┌─ SUPPLIED RECORDS

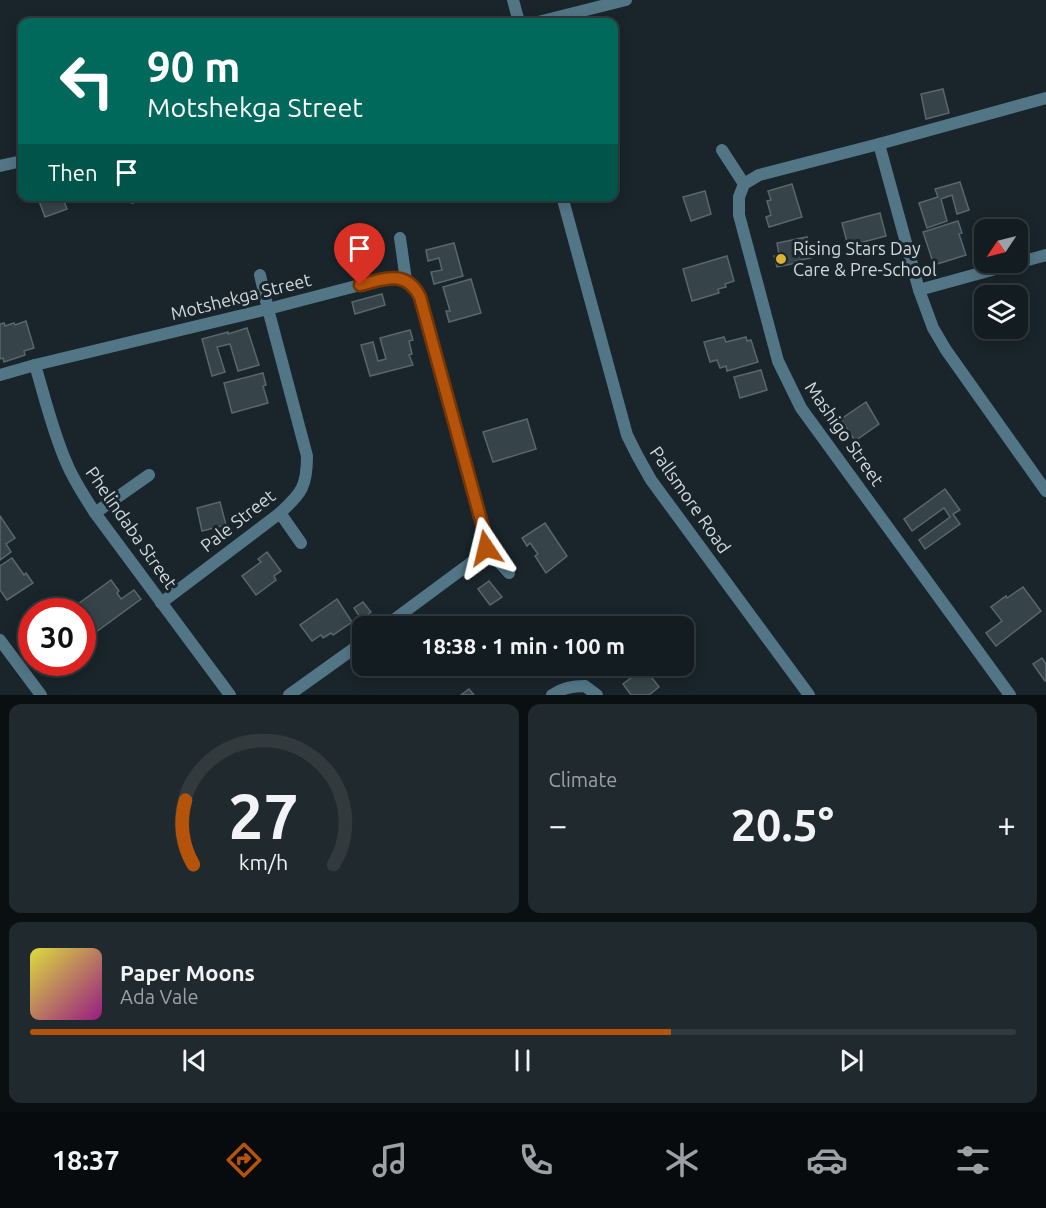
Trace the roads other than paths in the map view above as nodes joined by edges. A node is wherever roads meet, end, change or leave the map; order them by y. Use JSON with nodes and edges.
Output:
{"nodes":[{"id":1,"x":513,"y":0,"type":"edge"},
{"id":2,"x":626,"y":0,"type":"edge"},
{"id":3,"x":518,"y":18,"type":"edge"},
{"id":4,"x":554,"y":18,"type":"edge"},
{"id":5,"x":1046,"y":98,"type":"edge"},
{"id":6,"x":879,"y":144,"type":"junction"},
{"id":7,"x":722,"y":150,"type":"dead end"},
{"id":8,"x":18,"y":162,"type":"edge"},
{"id":9,"x":0,"y":166,"type":"edge"},
{"id":10,"x":744,"y":184,"type":"junction"},
{"id":11,"x":563,"y":201,"type":"edge"},
{"id":12,"x":400,"y":238,"type":"dead end"},
{"id":13,"x":1046,"y":255,"type":"edge"},
{"id":14,"x":260,"y":275,"type":"dead end"},
{"id":15,"x":406,"y":280,"type":"junction"},
{"id":16,"x":919,"y":290,"type":"junction"},
{"id":17,"x":268,"y":309,"type":"junction"},
{"id":18,"x":35,"y":365,"type":"junction"},
{"id":19,"x":0,"y":375,"type":"edge"},
{"id":20,"x":149,"y":475,"type":"dead end"},
{"id":21,"x":1046,"y":491,"type":"edge"},
{"id":22,"x":95,"y":513,"type":"junction"},
{"id":23,"x":280,"y":513,"type":"junction"},
{"id":24,"x":301,"y":543,"type":"dead end"},
{"id":25,"x":486,"y":548,"type":"junction"},
{"id":26,"x":509,"y":573,"type":"dead end"},
{"id":27,"x":161,"y":603,"type":"junction"},
{"id":28,"x":399,"y":616,"type":"edge"},
{"id":29,"x":0,"y":640,"type":"edge"},
{"id":30,"x":352,"y":650,"type":"edge"},
{"id":31,"x":41,"y":695,"type":"edge"},
{"id":32,"x":230,"y":695,"type":"edge"},
{"id":33,"x":289,"y":695,"type":"edge"},
{"id":34,"x":552,"y":695,"type":"edge"},
{"id":35,"x":597,"y":695,"type":"edge"},
{"id":36,"x":809,"y":695,"type":"edge"},
{"id":37,"x":1010,"y":695,"type":"edge"}],
"edges":[{"from":1,"to":3,"type":"street"},
{"from":2,"to":4,"type":"street"},
{"from":5,"to":6,"type":"street"},
{"from":6,"to":10,"type":"street"},
{"from":6,"to":16,"type":"street"},
{"from":7,"to":10,"type":"street"},
{"from":8,"to":9,"type":"street"},
{"from":10,"to":37,"type":"street","name":"Mashigo Street"},
{"from":11,"to":36,"type":"street","name":"Pallsmore Road"},
{"from":12,"to":15,"type":"street"},
{"from":13,"to":16,"type":"street"},
{"from":14,"to":17,"type":"street","name":"Pale Street"},
{"from":15,"to":17,"type":"street","name":"Motshekga Street"},
{"from":15,"to":25,"type":"street"},
{"from":16,"to":21,"type":"street"},
{"from":17,"to":18,"type":"street","name":"Motshekga Street"},
{"from":17,"to":23,"type":"street","name":"Pale Street"},
{"from":18,"to":19,"type":"street","name":"Motshekga Street"},
{"from":18,"to":22,"type":"street","name":"Phelindaba Street"},
{"from":20,"to":22,"type":"street"},
{"from":22,"to":27,"type":"street","name":"Phelindaba Street"},
{"from":23,"to":24,"type":"street"},
{"from":23,"to":27,"type":"street","name":"Pale Street"},
{"from":25,"to":26,"type":"street"},
{"from":25,"to":28,"type":"street"},
{"from":27,"to":32,"type":"street","name":"Phelindaba Street"},
{"from":29,"to":31,"type":"street"},
{"from":30,"to":33,"type":"street"},
{"from":34,"to":35,"type":"street"}]}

└─

## PROBLEM TO SOLVE
The answer must be an exact restatement of all the records, with no pictures included.

## RESPONSE BOX
Trace the roads other than paths in the map view above as nodes joined by edges. A node is wherever roads meet, end, change or leave the map; order them by y. Use JSON with nodes and edges.
Output:
{"nodes":[{"id":1,"x":513,"y":0,"type":"edge"},
{"id":2,"x":626,"y":0,"type":"edge"},
{"id":3,"x":518,"y":18,"type":"edge"},
{"id":4,"x":554,"y":18,"type":"edge"},
{"id":5,"x":1046,"y":98,"type":"edge"},
{"id":6,"x":879,"y":144,"type":"junction"},
{"id":7,"x":722,"y":150,"type":"dead end"},
{"id":8,"x":18,"y":162,"type":"edge"},
{"id":9,"x":0,"y":166,"type":"edge"},
{"id":10,"x":744,"y":184,"type":"junction"},
{"id":11,"x":563,"y":201,"type":"edge"},
{"id":12,"x":400,"y":238,"type":"dead end"},
{"id":13,"x":1046,"y":255,"type":"edge"},
{"id":14,"x":260,"y":275,"type":"dead end"},
{"id":15,"x":406,"y":280,"type":"junction"},
{"id":16,"x":919,"y":290,"type":"junction"},
{"id":17,"x":268,"y":309,"type":"junction"},
{"id":18,"x":35,"y":365,"type":"junction"},
{"id":19,"x":0,"y":375,"type":"edge"},
{"id":20,"x":149,"y":475,"type":"dead end"},
{"id":21,"x":1046,"y":491,"type":"edge"},
{"id":22,"x":95,"y":513,"type":"junction"},
{"id":23,"x":280,"y":513,"type":"junction"},
{"id":24,"x":301,"y":543,"type":"dead end"},
{"id":25,"x":486,"y":548,"type":"junction"},
{"id":26,"x":509,"y":573,"type":"dead end"},
{"id":27,"x":161,"y":603,"type":"junction"},
{"id":28,"x":399,"y":616,"type":"edge"},
{"id":29,"x":0,"y":640,"type":"edge"},
{"id":30,"x":352,"y":650,"type":"edge"},
{"id":31,"x":41,"y":695,"type":"edge"},
{"id":32,"x":230,"y":695,"type":"edge"},
{"id":33,"x":289,"y":695,"type":"edge"},
{"id":34,"x":552,"y":695,"type":"edge"},
{"id":35,"x":597,"y":695,"type":"edge"},
{"id":36,"x":809,"y":695,"type":"edge"},
{"id":37,"x":1010,"y":695,"type":"edge"}],
"edges":[{"from":1,"to":3,"type":"street"},
{"from":2,"to":4,"type":"street"},
{"from":5,"to":6,"type":"street"},
{"from":6,"to":10,"type":"street"},
{"from":6,"to":16,"type":"street"},
{"from":7,"to":10,"type":"street"},
{"from":8,"to":9,"type":"street"},
{"from":10,"to":37,"type":"street","name":"Mashigo Street"},
{"from":11,"to":36,"type":"street","name":"Pallsmore Road"},
{"from":12,"to":15,"type":"street"},
{"from":13,"to":16,"type":"street"},
{"from":14,"to":17,"type":"street","name":"Pale Street"},
{"from":15,"to":17,"type":"street","name":"Motshekga Street"},
{"from":15,"to":25,"type":"street"},
{"from":16,"to":21,"type":"street"},
{"from":17,"to":18,"type":"street","name":"Motshekga Street"},
{"from":17,"to":23,"type":"street","name":"Pale Street"},
{"from":18,"to":19,"type":"street","name":"Motshekga Street"},
{"from":18,"to":22,"type":"street","name":"Phelindaba Street"},
{"from":20,"to":22,"type":"street"},
{"from":22,"to":27,"type":"street","name":"Phelindaba Street"},
{"from":23,"to":24,"type":"street"},
{"from":23,"to":27,"type":"street","name":"Pale Street"},
{"from":25,"to":26,"type":"street"},
{"from":25,"to":28,"type":"street"},
{"from":27,"to":32,"type":"street","name":"Phelindaba Street"},
{"from":29,"to":31,"type":"street"},
{"from":30,"to":33,"type":"street"},
{"from":34,"to":35,"type":"street"}]}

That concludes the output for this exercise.